Почувствуйте же легкость, словно за спиной выросли крылья как у небесных птиц.

Зубы ваши отныне колки и остры

И жажда скоро вас обуздает,

и человеческая кровь позовет своего раба.


Маркиз Парадиз:


Я не убийца и никогда не стану им.

И выпробуждаете во мне порочные мысли,

и тьму сгущаете над единственной свечой.

Надежды на исцеление, кто излечит от убийства?

Мое зрение и обоняние обострилось,

теперь я вижу свет огней, так последую за ним!

Анетт; мы стали с вами одной душой…

Прочь, прочь чудовище, не смотря на чувства!


* * *


Обернувшись,

увидел сквозь строй сомкнутых деревьев людный город.

И побежал,

словно подстреленный шакал, забыв про защитный свой оскал.

Охотник же остался позади, готовый не убить,

а только ласково обнять.

Парадоксально, но для меня это было невыносимо хуже,

чем предстоящий голод.

Лишь бы уберечь людей, от нее, от себя, вечно бы спасал.

Но нужно было, помочь себе,

нужно было из той могилы человеком воспарить.


Я ощущал ее запах, словно пчела, готов был собрать нектар.

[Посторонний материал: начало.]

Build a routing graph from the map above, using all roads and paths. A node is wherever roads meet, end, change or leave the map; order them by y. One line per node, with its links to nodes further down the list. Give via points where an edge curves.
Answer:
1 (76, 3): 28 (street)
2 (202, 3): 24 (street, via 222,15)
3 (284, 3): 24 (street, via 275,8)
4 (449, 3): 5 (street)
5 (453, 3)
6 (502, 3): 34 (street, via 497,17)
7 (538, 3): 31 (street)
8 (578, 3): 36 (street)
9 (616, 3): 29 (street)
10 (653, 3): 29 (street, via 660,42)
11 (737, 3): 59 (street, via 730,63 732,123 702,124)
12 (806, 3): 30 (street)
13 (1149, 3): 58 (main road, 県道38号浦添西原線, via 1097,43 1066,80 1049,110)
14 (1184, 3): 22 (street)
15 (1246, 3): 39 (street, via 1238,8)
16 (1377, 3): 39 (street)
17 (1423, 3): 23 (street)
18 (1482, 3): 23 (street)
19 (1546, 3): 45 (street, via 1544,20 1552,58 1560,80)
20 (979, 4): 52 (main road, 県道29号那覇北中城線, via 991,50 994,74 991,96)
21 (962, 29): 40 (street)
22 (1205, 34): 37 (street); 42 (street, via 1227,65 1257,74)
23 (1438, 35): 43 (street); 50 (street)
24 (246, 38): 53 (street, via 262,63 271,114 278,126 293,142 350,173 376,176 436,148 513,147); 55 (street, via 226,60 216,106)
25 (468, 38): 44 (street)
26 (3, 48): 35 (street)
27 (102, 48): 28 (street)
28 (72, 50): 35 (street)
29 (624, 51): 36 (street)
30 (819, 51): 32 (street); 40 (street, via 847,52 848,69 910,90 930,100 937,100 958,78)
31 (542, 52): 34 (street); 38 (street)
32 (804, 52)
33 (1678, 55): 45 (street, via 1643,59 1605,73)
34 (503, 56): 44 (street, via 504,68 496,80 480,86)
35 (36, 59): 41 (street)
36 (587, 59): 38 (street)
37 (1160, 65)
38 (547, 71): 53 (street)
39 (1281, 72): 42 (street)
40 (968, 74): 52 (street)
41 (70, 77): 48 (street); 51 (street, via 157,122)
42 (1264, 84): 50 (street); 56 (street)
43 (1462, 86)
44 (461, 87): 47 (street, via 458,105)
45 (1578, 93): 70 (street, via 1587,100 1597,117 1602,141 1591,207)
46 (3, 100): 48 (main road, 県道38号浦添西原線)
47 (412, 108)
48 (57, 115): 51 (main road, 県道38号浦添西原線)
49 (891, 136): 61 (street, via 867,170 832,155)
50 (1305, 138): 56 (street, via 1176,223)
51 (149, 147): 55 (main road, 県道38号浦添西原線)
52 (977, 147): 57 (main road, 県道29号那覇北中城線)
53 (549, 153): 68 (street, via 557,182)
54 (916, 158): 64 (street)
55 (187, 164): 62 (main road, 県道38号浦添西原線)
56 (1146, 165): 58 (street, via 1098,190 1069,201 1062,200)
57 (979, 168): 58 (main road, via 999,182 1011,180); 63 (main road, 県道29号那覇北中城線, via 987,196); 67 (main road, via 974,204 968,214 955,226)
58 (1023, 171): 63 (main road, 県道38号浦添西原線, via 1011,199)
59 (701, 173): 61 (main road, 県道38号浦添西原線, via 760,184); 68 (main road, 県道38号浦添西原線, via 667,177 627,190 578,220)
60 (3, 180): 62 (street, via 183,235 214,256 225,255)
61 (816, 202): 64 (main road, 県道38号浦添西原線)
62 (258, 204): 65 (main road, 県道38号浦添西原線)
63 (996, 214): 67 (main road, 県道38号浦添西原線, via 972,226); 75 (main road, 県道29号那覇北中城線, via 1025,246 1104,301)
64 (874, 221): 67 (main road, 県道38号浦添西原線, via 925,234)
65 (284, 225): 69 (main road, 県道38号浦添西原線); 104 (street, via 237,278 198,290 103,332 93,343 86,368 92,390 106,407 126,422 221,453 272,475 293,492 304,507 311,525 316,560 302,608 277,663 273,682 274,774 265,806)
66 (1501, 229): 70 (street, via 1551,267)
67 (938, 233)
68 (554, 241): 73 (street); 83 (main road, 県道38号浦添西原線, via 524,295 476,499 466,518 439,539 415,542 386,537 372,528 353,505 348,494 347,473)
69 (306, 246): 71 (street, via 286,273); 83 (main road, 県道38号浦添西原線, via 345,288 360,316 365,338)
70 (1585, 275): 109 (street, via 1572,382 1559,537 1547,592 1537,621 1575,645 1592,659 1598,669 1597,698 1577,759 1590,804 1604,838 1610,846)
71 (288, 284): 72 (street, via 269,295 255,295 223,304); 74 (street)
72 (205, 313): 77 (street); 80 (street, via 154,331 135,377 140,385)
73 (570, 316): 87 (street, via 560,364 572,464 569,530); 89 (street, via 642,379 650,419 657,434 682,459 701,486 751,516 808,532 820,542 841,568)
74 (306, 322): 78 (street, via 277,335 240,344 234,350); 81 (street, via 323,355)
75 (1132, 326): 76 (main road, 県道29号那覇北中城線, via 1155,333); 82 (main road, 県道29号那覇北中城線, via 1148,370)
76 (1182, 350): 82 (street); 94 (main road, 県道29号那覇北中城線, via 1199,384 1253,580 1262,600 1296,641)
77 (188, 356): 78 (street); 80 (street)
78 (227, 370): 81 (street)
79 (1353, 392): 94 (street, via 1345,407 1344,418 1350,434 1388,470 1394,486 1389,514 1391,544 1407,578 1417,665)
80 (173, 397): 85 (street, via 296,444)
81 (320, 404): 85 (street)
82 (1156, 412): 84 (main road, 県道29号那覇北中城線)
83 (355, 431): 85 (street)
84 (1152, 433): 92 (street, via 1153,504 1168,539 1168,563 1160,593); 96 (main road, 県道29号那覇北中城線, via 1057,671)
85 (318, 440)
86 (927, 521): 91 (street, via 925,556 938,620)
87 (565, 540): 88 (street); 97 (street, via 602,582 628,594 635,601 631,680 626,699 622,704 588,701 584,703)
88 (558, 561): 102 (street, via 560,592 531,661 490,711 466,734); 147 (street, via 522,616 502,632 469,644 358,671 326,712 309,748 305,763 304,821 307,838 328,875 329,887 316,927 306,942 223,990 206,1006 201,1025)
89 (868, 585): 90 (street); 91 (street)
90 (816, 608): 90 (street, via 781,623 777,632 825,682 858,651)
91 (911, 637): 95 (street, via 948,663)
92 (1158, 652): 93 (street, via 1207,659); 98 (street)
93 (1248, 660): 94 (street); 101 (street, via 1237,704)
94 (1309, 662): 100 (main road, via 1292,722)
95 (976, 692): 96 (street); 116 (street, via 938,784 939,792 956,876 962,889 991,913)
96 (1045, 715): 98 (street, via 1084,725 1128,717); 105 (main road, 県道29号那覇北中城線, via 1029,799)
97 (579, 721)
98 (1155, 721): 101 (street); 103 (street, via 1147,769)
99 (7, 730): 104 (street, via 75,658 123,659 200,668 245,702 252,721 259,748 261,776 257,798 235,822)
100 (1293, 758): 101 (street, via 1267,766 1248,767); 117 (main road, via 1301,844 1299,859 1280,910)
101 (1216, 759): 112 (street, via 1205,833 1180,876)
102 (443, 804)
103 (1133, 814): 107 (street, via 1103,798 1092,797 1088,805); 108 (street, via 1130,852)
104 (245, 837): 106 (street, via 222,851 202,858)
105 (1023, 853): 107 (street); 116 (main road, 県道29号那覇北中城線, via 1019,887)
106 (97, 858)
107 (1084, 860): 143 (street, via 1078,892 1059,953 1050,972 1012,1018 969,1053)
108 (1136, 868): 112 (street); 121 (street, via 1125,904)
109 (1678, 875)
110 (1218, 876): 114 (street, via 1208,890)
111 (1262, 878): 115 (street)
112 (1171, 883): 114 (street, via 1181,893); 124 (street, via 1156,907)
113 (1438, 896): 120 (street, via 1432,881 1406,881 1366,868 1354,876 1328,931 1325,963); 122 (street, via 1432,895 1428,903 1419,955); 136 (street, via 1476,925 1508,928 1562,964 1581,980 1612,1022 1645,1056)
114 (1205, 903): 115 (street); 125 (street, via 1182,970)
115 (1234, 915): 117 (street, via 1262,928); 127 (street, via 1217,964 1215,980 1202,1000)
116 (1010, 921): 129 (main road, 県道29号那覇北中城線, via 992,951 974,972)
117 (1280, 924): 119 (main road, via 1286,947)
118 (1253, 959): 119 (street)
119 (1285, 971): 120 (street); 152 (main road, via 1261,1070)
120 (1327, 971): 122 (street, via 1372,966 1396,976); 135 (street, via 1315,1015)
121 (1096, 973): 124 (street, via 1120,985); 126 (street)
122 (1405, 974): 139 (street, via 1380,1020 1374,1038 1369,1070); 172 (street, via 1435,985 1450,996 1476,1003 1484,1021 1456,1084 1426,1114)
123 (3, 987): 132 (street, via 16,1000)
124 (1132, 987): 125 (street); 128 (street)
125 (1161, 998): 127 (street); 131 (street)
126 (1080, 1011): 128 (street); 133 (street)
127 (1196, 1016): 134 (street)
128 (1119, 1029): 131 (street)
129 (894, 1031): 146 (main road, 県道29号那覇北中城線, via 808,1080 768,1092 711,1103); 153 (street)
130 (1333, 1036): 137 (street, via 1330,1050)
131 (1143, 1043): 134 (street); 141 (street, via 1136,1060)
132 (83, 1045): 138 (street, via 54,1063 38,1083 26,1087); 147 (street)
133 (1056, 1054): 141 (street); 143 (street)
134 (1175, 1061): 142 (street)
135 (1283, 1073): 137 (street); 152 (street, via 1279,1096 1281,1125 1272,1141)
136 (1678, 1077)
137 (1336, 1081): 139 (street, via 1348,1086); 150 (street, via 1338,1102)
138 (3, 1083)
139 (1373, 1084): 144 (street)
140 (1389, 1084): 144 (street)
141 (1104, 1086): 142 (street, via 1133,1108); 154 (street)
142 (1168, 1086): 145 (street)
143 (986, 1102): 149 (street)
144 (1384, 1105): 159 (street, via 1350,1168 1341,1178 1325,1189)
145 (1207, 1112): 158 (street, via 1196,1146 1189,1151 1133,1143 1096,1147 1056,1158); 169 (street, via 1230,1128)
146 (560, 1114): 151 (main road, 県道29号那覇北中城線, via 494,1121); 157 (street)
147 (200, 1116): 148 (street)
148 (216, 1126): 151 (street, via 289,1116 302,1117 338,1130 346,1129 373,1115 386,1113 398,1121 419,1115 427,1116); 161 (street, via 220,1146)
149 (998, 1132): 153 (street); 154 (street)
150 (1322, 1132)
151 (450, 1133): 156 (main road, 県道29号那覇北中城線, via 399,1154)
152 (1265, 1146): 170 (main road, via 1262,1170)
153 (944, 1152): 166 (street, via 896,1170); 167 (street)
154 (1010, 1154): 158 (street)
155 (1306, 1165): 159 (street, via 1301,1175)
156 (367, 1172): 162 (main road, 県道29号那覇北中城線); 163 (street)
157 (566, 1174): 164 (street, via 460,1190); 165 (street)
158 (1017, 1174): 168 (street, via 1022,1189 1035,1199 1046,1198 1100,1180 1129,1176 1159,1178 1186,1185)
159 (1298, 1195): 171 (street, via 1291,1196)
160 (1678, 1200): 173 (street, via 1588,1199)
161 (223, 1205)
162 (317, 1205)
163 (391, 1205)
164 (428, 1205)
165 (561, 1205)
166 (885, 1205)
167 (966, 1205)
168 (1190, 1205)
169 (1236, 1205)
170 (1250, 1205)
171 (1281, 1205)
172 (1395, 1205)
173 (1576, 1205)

Самая губительная из всех кар; теперь мы как близнецы похожи.

Только деяния никогда не будут схожи; теперь и я вампир.

Существо, родившееся в бездне, но и как человек,

с любовью; и бессмертие, для меня ненужный дар.

Я стал, словно из всех видов ядов злой отвар;

вампиры – из других миров гонцы, с дурными вестями непригожи,

Более темны, меланхоличны и грустны; я вампир…


Рыща, словно зверь и борясь со страхом, словно ягненок,

Через несколько часов я пересек темные пределы леса

И там я лицезрел город средь холмов,

дома, монастырь и древний римский порт.

Направился навстречу огонькам, словно любопытный ребенок.

Чувствуя, что закончилась злая ночная та игра.

Теперь я за игрой, подсмотрел у судьбы несколько карт

и мной овладел азарт.


Вскоре, идя по спящему городу Шадоу,

вышел я на людную торговую площадь.

Сначала меня удивило присутствие здесь горожан

в такую мрачную, туманную ночь.

Но затем, увидел, что люди те должно быть бедняки,

и только такое время суток

Могут позволить себе роскошь заморских фруктов,

благоухающих цветов, без пошлин.

Также здесь имелись совы в клетках,

хлопали крыльями, пытаясь свою участь превозмочь,

И несколько коренастых уток.


К счастью, мое появление никого не удивило;

но что такое счастье?

Мои одежды были изорваны колючим кустарником здешних лесов,

Я выглядел нищим пастухом,

думаю, даже здесь мне не нашлось бы места.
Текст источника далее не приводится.